**TASK INSTRUCTIONS:** A copy is needed of each line in the records that has the word "edges".

**RECORD EXTRACTS:**
□ □ □ □

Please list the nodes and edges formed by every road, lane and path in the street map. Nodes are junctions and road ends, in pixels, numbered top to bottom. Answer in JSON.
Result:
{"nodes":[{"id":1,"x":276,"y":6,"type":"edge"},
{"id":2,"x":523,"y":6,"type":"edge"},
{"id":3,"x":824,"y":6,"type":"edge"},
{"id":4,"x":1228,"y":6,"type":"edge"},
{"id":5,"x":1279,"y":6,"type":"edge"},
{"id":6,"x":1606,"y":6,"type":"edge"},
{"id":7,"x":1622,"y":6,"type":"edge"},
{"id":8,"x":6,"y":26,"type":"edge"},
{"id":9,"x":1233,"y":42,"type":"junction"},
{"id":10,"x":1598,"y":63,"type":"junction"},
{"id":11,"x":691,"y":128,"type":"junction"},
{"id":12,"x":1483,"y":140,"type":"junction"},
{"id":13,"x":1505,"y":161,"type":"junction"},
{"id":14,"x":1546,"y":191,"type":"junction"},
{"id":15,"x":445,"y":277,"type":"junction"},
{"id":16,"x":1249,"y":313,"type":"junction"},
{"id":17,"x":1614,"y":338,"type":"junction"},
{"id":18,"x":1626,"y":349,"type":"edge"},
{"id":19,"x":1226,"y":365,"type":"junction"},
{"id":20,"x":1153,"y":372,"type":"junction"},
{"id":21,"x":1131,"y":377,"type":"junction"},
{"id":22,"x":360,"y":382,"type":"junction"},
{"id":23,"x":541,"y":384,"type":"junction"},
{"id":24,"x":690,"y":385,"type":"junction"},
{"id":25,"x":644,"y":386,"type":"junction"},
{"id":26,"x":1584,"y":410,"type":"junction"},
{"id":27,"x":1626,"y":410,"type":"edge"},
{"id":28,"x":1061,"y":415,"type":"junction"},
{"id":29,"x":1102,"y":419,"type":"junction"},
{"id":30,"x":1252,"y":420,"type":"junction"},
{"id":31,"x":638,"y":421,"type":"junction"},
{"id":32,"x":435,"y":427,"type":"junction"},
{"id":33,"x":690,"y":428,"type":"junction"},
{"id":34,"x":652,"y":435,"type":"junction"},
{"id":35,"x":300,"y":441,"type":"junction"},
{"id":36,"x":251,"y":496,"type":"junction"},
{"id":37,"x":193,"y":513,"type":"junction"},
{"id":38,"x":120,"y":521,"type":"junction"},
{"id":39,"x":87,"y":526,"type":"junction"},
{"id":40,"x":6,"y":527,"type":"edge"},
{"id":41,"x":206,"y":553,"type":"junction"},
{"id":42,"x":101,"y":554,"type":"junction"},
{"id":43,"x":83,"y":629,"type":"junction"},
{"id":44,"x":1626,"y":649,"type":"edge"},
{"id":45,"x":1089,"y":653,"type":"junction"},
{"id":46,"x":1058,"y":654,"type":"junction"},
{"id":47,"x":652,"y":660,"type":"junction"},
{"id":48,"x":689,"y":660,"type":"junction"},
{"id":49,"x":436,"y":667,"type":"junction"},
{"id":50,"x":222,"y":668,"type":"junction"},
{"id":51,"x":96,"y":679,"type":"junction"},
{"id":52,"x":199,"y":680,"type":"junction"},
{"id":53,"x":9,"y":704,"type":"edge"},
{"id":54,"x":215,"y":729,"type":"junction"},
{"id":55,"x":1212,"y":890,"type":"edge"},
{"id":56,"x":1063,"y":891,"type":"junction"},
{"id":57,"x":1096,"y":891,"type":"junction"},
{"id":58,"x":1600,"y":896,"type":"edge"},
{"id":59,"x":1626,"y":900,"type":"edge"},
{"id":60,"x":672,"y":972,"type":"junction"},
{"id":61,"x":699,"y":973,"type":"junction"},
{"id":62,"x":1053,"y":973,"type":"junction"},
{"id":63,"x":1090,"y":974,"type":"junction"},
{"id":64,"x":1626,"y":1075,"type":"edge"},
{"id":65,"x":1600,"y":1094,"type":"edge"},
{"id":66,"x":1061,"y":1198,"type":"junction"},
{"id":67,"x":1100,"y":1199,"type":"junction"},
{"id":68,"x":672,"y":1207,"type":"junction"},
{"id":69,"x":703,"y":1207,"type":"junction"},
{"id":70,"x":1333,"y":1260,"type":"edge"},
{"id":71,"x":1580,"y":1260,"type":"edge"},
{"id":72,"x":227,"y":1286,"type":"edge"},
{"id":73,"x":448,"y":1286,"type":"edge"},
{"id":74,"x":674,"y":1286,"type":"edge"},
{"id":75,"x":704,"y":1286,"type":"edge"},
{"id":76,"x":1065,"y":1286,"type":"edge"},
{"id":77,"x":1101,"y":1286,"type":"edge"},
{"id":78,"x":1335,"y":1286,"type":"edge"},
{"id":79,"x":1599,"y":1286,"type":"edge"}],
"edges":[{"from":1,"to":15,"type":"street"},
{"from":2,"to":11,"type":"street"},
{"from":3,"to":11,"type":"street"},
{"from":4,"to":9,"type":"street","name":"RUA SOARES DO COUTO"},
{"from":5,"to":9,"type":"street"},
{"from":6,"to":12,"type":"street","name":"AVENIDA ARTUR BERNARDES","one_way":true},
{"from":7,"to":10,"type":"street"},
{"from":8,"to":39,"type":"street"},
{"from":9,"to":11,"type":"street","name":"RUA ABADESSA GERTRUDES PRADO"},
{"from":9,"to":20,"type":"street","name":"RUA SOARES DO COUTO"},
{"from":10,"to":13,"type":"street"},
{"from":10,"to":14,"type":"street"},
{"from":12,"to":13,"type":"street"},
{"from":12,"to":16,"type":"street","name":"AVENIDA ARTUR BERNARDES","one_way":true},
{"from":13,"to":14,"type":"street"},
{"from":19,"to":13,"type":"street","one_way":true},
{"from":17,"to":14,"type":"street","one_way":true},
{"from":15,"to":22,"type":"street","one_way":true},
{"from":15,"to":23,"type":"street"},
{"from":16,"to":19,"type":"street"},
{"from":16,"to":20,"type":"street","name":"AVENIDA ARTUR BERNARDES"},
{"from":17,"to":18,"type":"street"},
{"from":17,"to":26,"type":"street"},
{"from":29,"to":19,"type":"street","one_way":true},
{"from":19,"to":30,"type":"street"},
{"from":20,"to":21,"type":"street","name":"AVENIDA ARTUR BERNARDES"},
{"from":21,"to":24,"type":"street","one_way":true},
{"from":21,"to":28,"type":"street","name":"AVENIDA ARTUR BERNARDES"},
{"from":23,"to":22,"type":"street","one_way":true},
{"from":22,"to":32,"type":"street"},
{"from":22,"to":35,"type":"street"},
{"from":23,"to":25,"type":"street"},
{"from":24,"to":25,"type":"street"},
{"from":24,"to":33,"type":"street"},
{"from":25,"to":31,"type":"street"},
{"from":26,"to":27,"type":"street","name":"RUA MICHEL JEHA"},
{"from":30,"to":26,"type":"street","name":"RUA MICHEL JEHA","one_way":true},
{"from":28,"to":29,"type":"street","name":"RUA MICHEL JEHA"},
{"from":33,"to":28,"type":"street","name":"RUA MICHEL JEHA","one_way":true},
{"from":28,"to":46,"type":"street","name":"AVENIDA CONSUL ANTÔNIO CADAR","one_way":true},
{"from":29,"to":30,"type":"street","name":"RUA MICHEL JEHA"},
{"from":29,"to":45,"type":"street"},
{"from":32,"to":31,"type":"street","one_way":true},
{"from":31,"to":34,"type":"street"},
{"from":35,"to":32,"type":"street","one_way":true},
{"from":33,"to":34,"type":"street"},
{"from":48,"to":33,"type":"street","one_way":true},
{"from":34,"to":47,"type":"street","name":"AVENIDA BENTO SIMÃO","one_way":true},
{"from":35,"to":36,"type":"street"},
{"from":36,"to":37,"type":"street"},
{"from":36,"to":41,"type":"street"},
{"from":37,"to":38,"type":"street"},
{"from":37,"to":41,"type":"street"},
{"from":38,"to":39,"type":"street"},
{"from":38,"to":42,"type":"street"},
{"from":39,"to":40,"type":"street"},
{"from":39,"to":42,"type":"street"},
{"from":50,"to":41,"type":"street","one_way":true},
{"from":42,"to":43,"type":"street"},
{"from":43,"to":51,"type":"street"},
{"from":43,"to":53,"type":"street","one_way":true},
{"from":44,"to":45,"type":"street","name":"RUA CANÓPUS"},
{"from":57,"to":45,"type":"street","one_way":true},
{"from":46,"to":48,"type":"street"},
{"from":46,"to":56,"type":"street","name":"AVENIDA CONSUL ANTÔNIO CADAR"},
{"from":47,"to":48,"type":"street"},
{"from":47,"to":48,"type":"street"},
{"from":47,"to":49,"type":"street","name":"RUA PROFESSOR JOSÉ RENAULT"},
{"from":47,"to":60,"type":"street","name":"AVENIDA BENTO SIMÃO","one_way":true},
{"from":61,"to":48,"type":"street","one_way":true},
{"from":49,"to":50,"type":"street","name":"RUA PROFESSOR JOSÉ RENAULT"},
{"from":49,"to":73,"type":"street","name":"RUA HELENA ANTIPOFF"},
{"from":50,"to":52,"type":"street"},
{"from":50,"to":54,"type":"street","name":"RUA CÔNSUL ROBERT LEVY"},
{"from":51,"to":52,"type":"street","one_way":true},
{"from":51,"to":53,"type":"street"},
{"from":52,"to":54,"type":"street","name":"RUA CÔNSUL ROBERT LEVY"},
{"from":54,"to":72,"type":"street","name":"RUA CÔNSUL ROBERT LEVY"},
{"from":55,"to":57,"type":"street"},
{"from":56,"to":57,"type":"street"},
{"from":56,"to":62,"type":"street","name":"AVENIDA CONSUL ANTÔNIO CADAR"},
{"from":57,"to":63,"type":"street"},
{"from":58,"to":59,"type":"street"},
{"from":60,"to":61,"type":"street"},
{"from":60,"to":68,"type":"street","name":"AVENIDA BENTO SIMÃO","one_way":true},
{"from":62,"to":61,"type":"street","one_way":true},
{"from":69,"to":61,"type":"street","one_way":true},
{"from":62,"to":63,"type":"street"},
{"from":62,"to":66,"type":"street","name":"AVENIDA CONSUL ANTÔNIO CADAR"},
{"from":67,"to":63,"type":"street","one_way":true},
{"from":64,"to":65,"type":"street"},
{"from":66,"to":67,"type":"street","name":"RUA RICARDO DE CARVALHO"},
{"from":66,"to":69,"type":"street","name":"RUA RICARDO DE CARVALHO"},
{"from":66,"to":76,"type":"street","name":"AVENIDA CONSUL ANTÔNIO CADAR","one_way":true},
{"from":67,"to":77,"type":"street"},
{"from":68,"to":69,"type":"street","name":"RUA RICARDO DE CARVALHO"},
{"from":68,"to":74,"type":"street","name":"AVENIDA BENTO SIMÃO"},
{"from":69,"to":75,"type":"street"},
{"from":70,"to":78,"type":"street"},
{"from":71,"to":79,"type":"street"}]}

□ □ □ □

**REPLY:**
Please list the nodes and edges formed by every road, lane and path in the street map. Nodes are junctions and road ends, in pixels, numbered top to bottom. Answer in JSON.
"edges":[{"from":1,"to":15,"type":"street"},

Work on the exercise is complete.